Spreadex Market Update

Dollar damages Dow once again; commodity stocks limit FTSE; Greece leads Eurozone lower




Another set of disappointing jobless claims data should have, based on recent trends, helped walk the Dow Jones in the green whilst damaging the dollar in the process; however, robust pending home sales complicated the matter, leaving the dollar to maintain its impressive performance and its harmful effects on the Dow.

There was an element of déjà vu for the FTSE this Thursday afternoon, and for once it had little to do with Greece. Brent Crude, slipping to nearly $61 per barrel, is now at its worst price since mid-April, whilst copper is performing at its weakest price since the end of last month. These movements have taken with them the FTSE’s commodity stocks, including Vedanta, Anglo American and BP, leaving the UK index the wrong side of flat this afternoon.

Where there are losses of late the Eurozone is usually leading, and it was no different this Thursday afternoon. Wednesday’s rally has disappeared in a puff of Greek smoke, and bearish comments from legitimate heavyweights like Schauble and Lagarde outweighed the more positive claims of anonymous Greek spokespeople. In a rare sign of, for want of a better word, honestly, relatively new head Greek negotiator Euclid Tsakalotos claimed that ‘high level’ political agreement will be needed between the two sides of the debt debate for a deal to actually be finalised, words that are a lot more bearish than those spouted by his countrymen in the past few days.

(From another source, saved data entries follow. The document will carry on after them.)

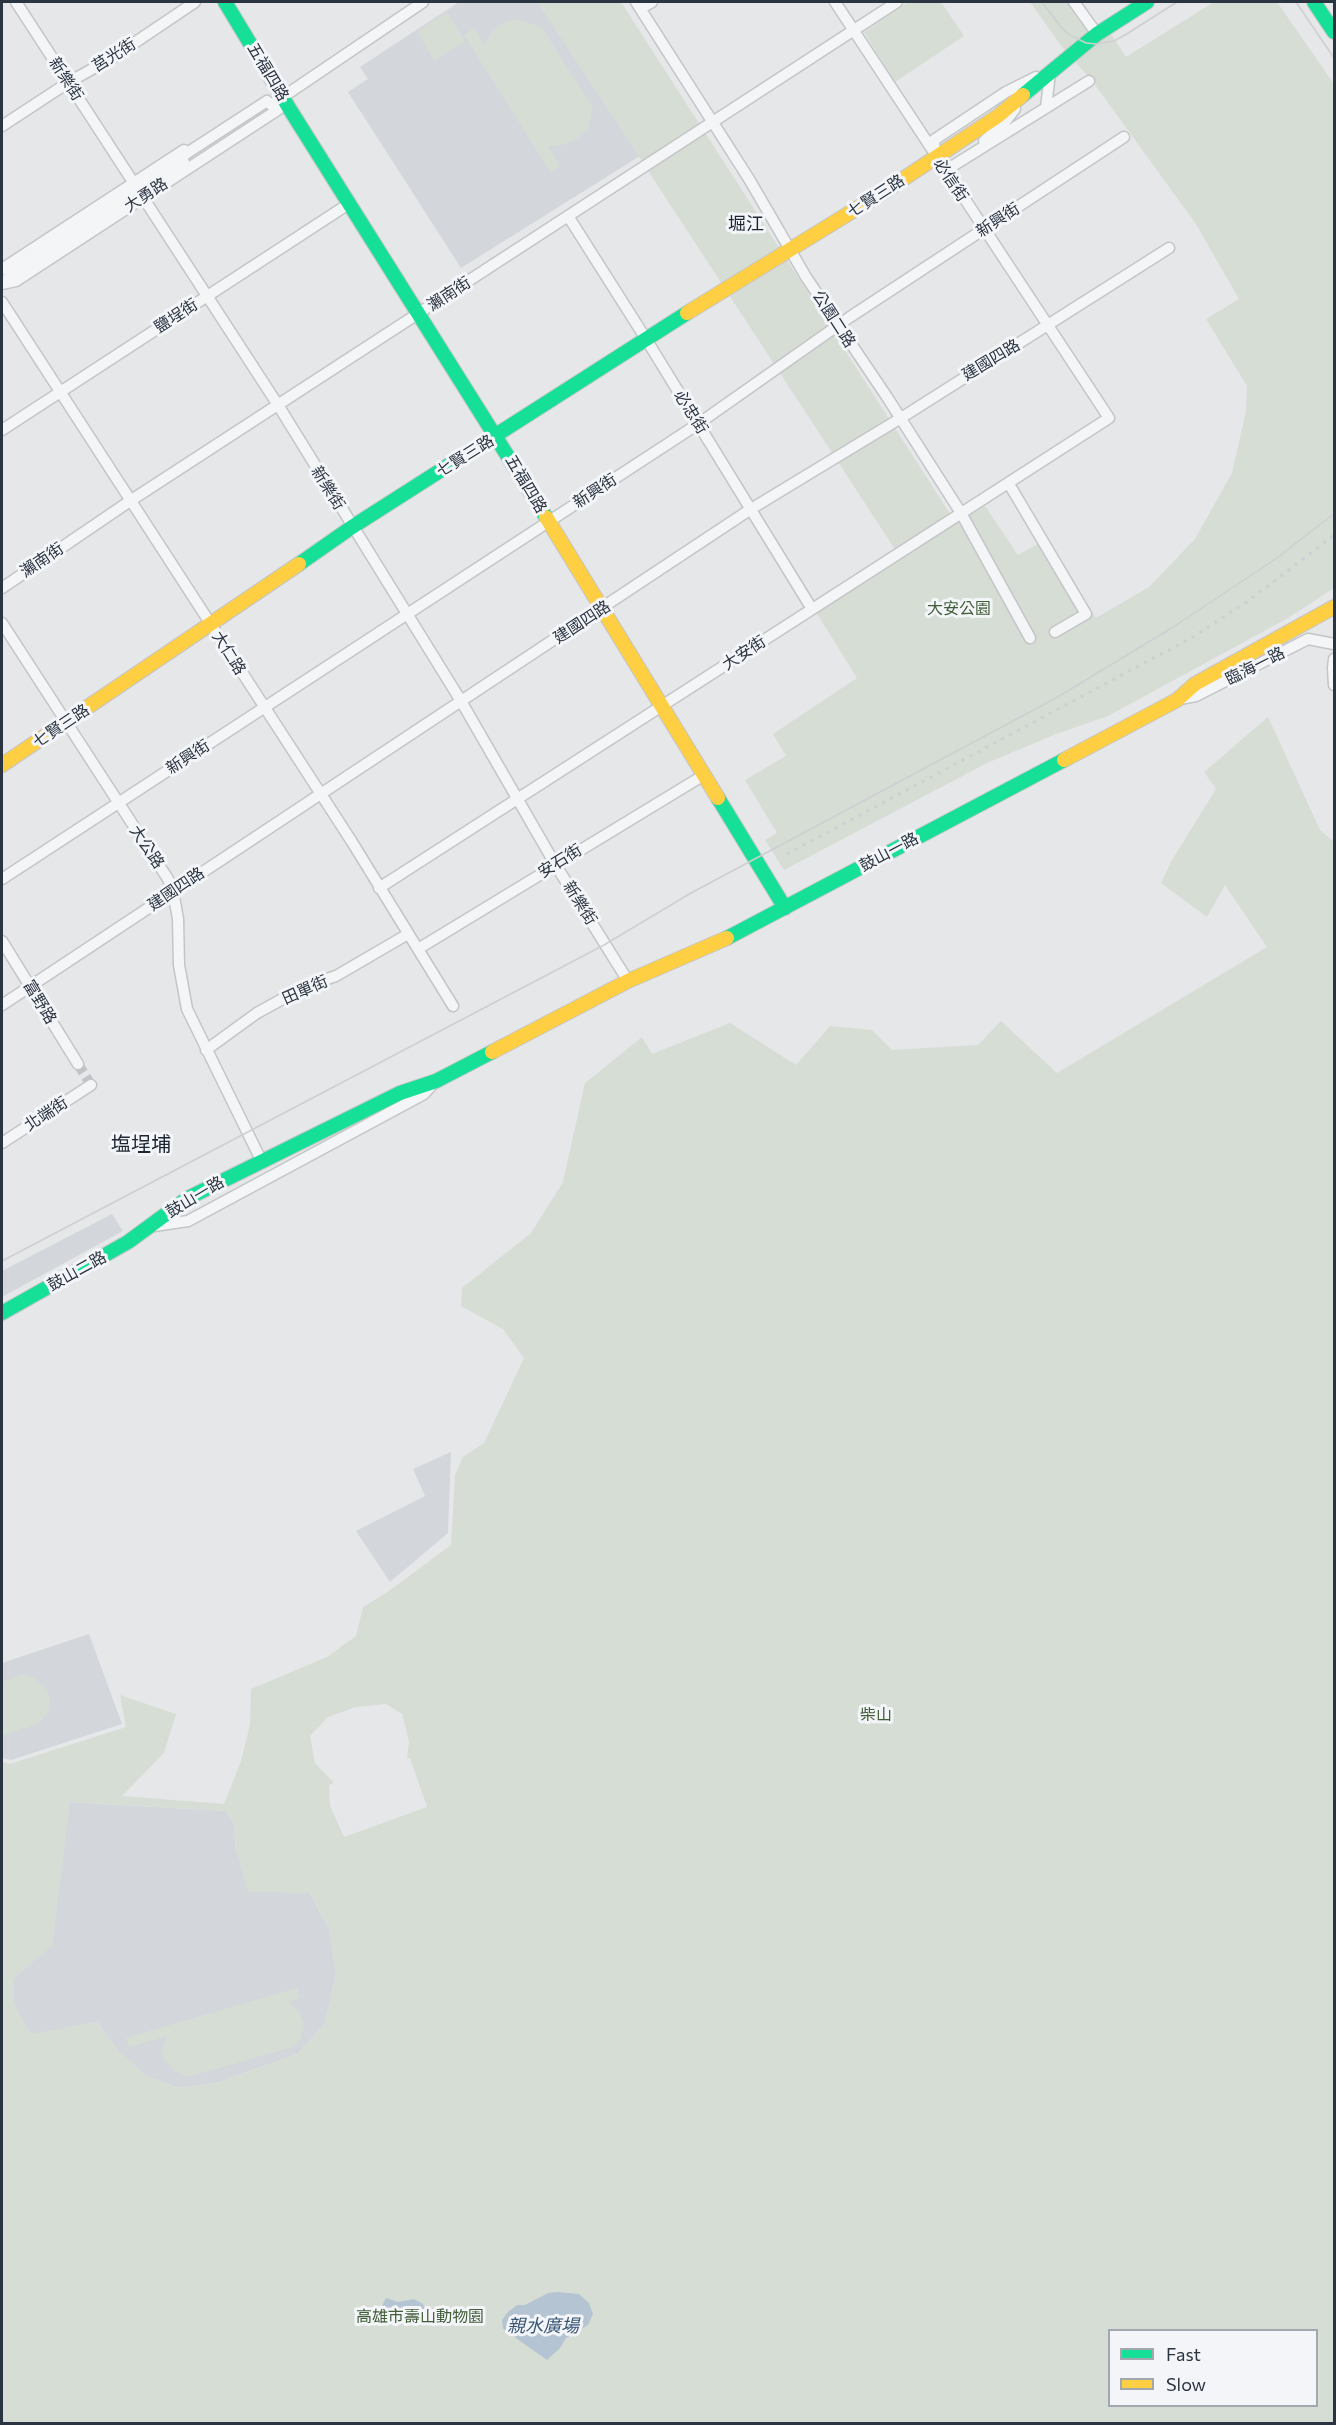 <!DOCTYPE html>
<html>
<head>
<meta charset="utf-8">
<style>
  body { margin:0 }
  #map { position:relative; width:1336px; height:2425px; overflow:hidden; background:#e5e7e9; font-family:Commissioner,sans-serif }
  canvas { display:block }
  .frame { position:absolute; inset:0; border:3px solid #2b3542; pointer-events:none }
  .legend { position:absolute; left:1108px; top:2329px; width:210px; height:78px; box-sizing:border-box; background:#f3f5f8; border:2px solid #a3a8af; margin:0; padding:8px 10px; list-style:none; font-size:18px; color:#2b3542 }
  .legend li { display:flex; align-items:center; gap:12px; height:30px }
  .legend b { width:30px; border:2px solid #a3a8af }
</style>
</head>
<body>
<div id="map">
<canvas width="1336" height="2425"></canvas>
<div class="frame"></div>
<ul class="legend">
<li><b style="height:8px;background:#16e098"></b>Fast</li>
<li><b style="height:8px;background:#ffcf43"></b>Slow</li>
</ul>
</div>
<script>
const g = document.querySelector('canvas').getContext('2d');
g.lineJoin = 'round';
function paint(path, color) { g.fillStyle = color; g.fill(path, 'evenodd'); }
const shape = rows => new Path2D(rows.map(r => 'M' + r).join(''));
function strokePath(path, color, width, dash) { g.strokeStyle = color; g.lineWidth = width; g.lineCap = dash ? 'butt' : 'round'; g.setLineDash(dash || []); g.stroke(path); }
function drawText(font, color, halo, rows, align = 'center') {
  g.font = font + ' Commissioner,"Noto Sans TC",sans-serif'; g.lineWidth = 6; g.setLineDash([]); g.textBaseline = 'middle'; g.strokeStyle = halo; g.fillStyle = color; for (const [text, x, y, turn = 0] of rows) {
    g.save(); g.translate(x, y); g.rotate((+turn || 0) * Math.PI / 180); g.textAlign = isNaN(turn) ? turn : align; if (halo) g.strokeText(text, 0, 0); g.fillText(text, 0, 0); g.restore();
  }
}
paint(shape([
  [459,2,538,2,640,156,461,268,348,92,368,79,360,67],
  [112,1214,123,1231,2,1297,2,1271],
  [451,1452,448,1533,390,1582,356,1531,425,1496,413,1469],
  [89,1634,122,1724,11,1760,2,1758,2,1663],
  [69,1802,226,1811,234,1823,236,1851,310,1893,330,1931,336,1975,325,2023,298,2054,216,2083,178,2088,145,2075,119,2052,97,2022,31,2035,14,2005,14,1978,52,1944]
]), '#d3d7dc');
paint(shape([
  [538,2,621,2,956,523,985,506,1018,555,1045,540,1096,618,1149,587,1195,539,1232,473,1246,411,1247,386,1206,319,1239,299,1196,224,1093,82,1062,47,1030,2,1081,2,1098,26,1104,23,1126,57,1214,2,1277,2,1334,84,1334,588,1288,618,1108,716,1056,734,987,763,784,870,765,840,777,833,745,780,786,756,773,734,857,678,816,612,900,557],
  [907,2,941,2,964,36,895,82,864,32,907,3],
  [447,12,465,41,434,60,417,32],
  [518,19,542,28,593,107,588,127,577,139,562,145,548,146,560,166,551,173,464,35,474,28,485,45,490,34,500,24],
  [1268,717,1320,830,1334,842,1334,2423,2,2423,2,1762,10,1764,126,1727,120,1695,176,1714,164,1753,122,1796,224,1804,241,1761,250,1725,251,1689,327,1657,356,1636,363,1607,389,1591,451,1545,455,1475,463,1457,484,1443,524,1358,503,1329,461,1306,462,1288,531,1233,563,1182,585,1083,642,1037,652,1054,730,1023,796,1065,830,1026,872,1030,892,1050,978,1045,1001,1021,1057,1073,1267,947,1225,885,1207,917,1161,883,1172,860,1216,789,1204,772],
  [386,1704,402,1714,409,1742,407,1759,410,1758,427,1807,344,1837,330,1806,329,1785,334,1783,315,1763,310,1736,328,1717,356,1707],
  [70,1802,226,1811,234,1823,236,1851,248,1892,310,1893,330,1931,336,1975,325,2023,298,2054,216,2083,178,2088,145,2075,119,2052,97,2022,31,2034,14,2005,14,1978,52,1945],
  [1110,2330,1316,2330,1316,2406,1110,2406],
  [23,1674,35,1678,48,1692,50,1702,47,1714,39,1723,2,1736,2,1682],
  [297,1988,300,1998,289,2002,299,2012,304,2024,300,2039,293,2047,188,2077,174,2071,163,2057,162,2048,167,2036,129,2047,126,2038]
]), '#d6ddd5');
paint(shape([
  [557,2292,579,2294,589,2303,593,2314,588,2325,566,2338,560,2348,547,2360,503,2329,502,2320,509,2311,517,2305,525,2305,548,2293],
  [386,2298,398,2302,414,2299,423,2304,427,2314,412,2323,407,2324,398,2320,390,2323,382,2315,382,2306]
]), '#b5c4d3');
strokePath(shape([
  [78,1064,91,1085]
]), '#c0c3c8', 10, [10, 5]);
const street = shape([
  [16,2,278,405,461,701,555,864,628,981],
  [636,2,749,179,806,277,887,397,961,513,1030,638],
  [1074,2,1097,34],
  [641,8,652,2],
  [1046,108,1050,73],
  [2,126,69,82,112,58,195,2],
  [984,141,1005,122,1015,109],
  [935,154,934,140,1006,92,1036,77],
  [941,160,951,167,1089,81],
  [568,216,646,339,812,609],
  [2,269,184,150],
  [8,277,184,162,181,157,267,101,271,105,423,2],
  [2,284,16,281,279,109,283,97],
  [2,302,352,842,453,1006],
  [2,430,350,203],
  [1009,484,1086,614,1055,632],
  [2,588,130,501,897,2],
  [2,623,168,879,173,891,178,919,179,965,187,1009,261,1160],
  [1334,659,1333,668,1334,685],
  [1180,699,1196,696,1308,639,1334,644],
  [2,879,698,424,850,317,1124,137],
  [379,888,1109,418,835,2],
  [2,941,78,1064],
  [418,949,704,775],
  [2,1005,751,509,901,418,1169,248],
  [206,1050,257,1013,306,986,336,976,408,934],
  [2,1143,91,1085],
  [154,1226,188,1221,424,1094,434,1083]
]);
const fast = shape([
  [225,2,289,108,546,517],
  [1314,2,1334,32],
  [1023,95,1097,34,1147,2],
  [299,564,352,527,687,313],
  [718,798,785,908],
  [727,938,1064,760],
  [2,1313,128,1242,188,1198,400,1093,436,1081,492,1052]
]);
const slow = shape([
  [687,313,882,193,998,116,1023,95],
  [546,517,718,798],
  [1064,760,1177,700,1195,684,1334,607],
  [2,765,299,564],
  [492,1052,628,981,727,938]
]);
strokePath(street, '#c3c5c7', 13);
strokePath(fast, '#c3c5c7', 16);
strokePath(slow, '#c3c5c7', 16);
strokePath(street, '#f4f5f6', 10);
strokePath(fast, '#16e098', 14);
strokePath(slow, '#ffcf43', 14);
strokePath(shape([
  [1042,2,1061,27,1070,35,1086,43,1096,44,1114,41,1125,35,1177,2],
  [1296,2,1334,58],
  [2,1261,604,945,691,893,1056,698,1170,629,1274,560,1334,514]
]), '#cecfd1', 1.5);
strokePath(shape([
  [787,854,1193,637,1251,599,1334,535]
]), '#cecfd1', 3, [3, 6]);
drawText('16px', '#2b3542', '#f3f5f8', [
  ["莒光街",114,55,-32],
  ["五福四路",268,72,59],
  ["新樂街",66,79,57],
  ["必信街",951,180,56],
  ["大勇路",146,195,-33],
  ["七賢三路",876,196,-33],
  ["新興街",998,220,-33],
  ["瀨南街",449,294,-33],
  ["鹽埕街",176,316,-33],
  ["公園二路",834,319,57],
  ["建國四路",991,360,-31],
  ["必忠街",691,412,58],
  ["七賢三路",465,456,-32],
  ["五福四路",526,484,59],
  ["新樂街",328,488,58],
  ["新興街",595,491,-33],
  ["瀨南街",42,560,-34],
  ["建國四路",582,622,-33],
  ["大仁路",229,653,58],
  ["大安街",744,653,-33],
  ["臨海一路",1255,666,-27],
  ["七賢三路",61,726,-34],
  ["新興街",188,757,-33],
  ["大公路",147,847,56],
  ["鼓山一路",889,852,-28],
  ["安石街",560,861,-32],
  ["建國四路",176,889,-34],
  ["新樂街",580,903,58],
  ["田單街",305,990,-24],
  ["富野路",40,1002,59],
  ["北端街",46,1114,-33],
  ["鼓山一路",195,1197,-31],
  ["鼓山二路",77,1271,-29]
]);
drawText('16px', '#415e39', '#f3f5f8', [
  ["大安公園",959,609],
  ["柴山",876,1715],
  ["高雄市壽山動物園",420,2317]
]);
drawText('18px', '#1d2633', '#f3f5f8', [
  ["堀江",746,224]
]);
drawText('italic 18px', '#375575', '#f3f5f8', [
  ["親水廣場",543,2326]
]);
drawText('20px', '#1d2633', '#f3f5f8', [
  ["塩埕埔",141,1144]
]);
</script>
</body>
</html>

After months of declines, there was finally some good news for Abercrombie & Fitch this afternoon, despite signs to the contrary. Wider than expected losses alongside declining revenue fit in with Abercrombie’s recent dismal narrative; however, the promise of improving sales trends in the next 12 months was enough to please investors, causing the out-of-fashion clothing brand to leap by nearly 9% after the bell.